OBJECTIVE: This research assesses the impact of an outcome-based payment arrangement (OBA) linking complete remission (CR) to survival as a means of maintaining cost-effectiveness for a chimeric antigen receptor T cell (CAR-T) therapy in young patients with acute lymphoblastic leukemia (ALL). METHODS: A partitioned survival model (PSM) was used to model the cost-effectiveness of tisagenlecleucel versus blinatumomab in ALL from the Australian healthcare system perspective. A decision tree modeled different OBAs by funneling patients into a series of PSMs based on response. Outcomes were informed by individual patient data, while costs followed Australian treatment practices. Costs and quality-adjusted life years (QALYs) were combined to calculate a single incremental cost-effectiveness ratio (ICER), reported in US dollars (2022) at a discount rate of 5% on costs and outcomes. RESULTS: For the base case, incremental costs and benefit were $379,595 and 4.27 QALYs, giving an ICER of $88,979. The ICER was most sensitive to discount rate ($57,660-$75,081), "cure point" ($62,718-$116,206) and extrapolation method ($76,018-$94,049). OBAs had a modest effect on the ICER when response rates varied. A responder-only payment was the most effective arrangement for maintaining the ICER ($88,249-$89,434), although this option was associated with the greatest financial uncertainty. A split payment arrangement (payment on infusion followed by payment on response) reduced variability in the ICER ($82,650-$99,154) compared with a single, upfront payment ($77,599-$107,273). CONCLUSION: OBAs had a modest impact on reducing cost-effectiveness uncertainty. The value of OBAs should be weighed against the additional resources needed to administer such arrangements, and importantly overall cost to government.

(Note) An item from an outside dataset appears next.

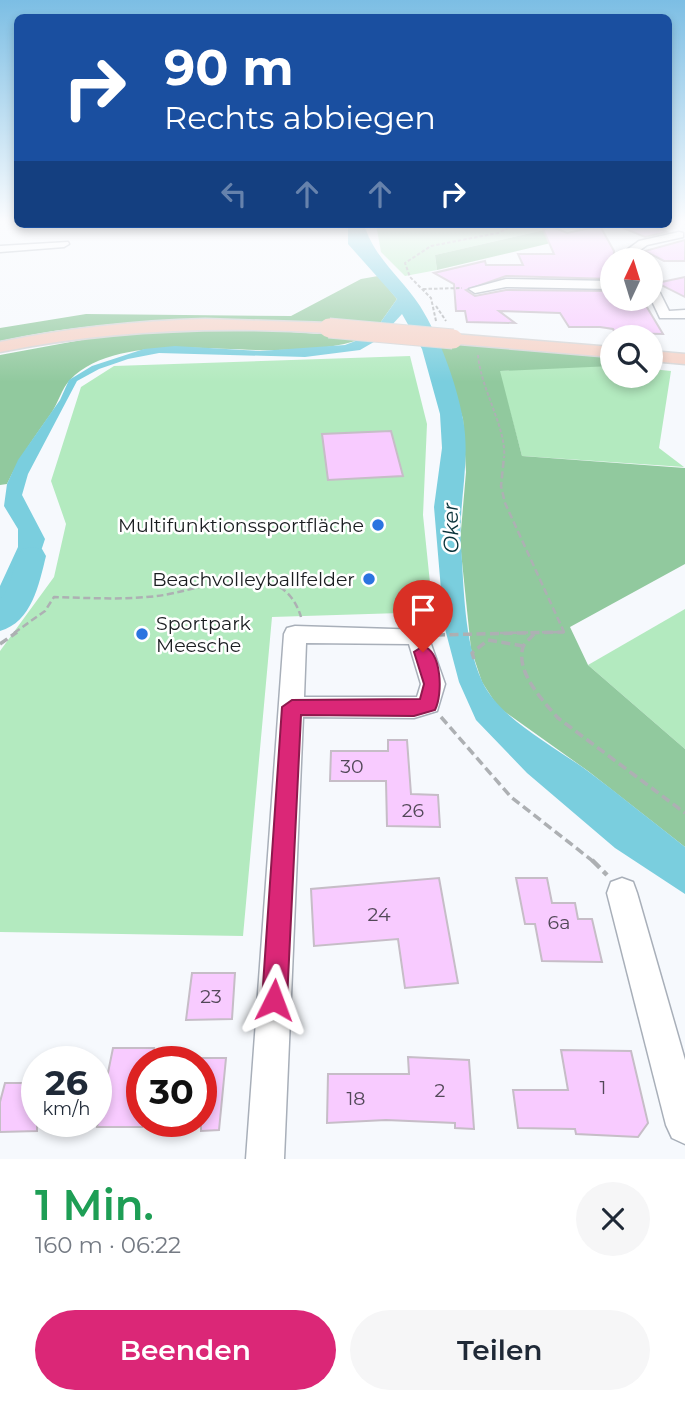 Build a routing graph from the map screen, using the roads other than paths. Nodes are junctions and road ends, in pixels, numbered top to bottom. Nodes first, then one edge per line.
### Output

A Systematic Review of Health Technology Assessments of Chimeric Antigen Receptor T-Cell Therapies in Young Compared With Older Patients.

OBJECTIVES: The objective of this review was to identify sources of variability in cost-effectiveness analyses of chimeric antigen receptor T-cell (CAR-T) therapies, tisagenlecleucel and axicabtagene ciloleucel, evaluated by health technology assessment (HTA) agencies, focusing on young compared with older patients. METHODS: HTA evaluations in pediatric acute lymphoblastic leukemia (ALL) and adult diffuse large B-cell lymphoma (DLBCL) were included from Australia, Canada, England, Norway, and the United States. Key clinical evidence, economic approach, and outcomes (costs, quality-adjusted life-years [QALYs] and incremental cost-effectiveness ratios) were summarized. RESULTS: Fourteen HTA evaluations were identified (5 ALL, 9 DLBCL [4 tisagenlecleucel, 5 axicabtagene]). Analyses were naive comparisons of prospective single-arm studies for the CAR-Ts with retrospective cohort studies for the comparators. Key clinical evidence and economic model approaches were generally consistent by CAR-T and indication, although outcomes varied. Notably, incremental QALYs varied substantially in ALL (3.67-10.6 QALYs gained), whereas variation in DLBCL was less (1.21-1.97 [tisagenlecleucel], 1.97-3.40 [axicabtagene]). Discounting of costs and outcomes varied, with the highest QALYs generated for tisagenlecleucel in ALL (10.95) associated with the lowest discount rate (1.5%) and vice versa (4.97 QALYs; 5% discount rate). The approach to extrapolation of overall survival data varied, even where the same empirical data were used. CONCLUSION: Modeled, long-term treatment benefit in young patients may be associated with greater uncertainty compared with adults because of potential life-long benefits with cell and gene therapies. This reflects the methodological challenges identified by HTA agencies associated with single-arm, short-term studies.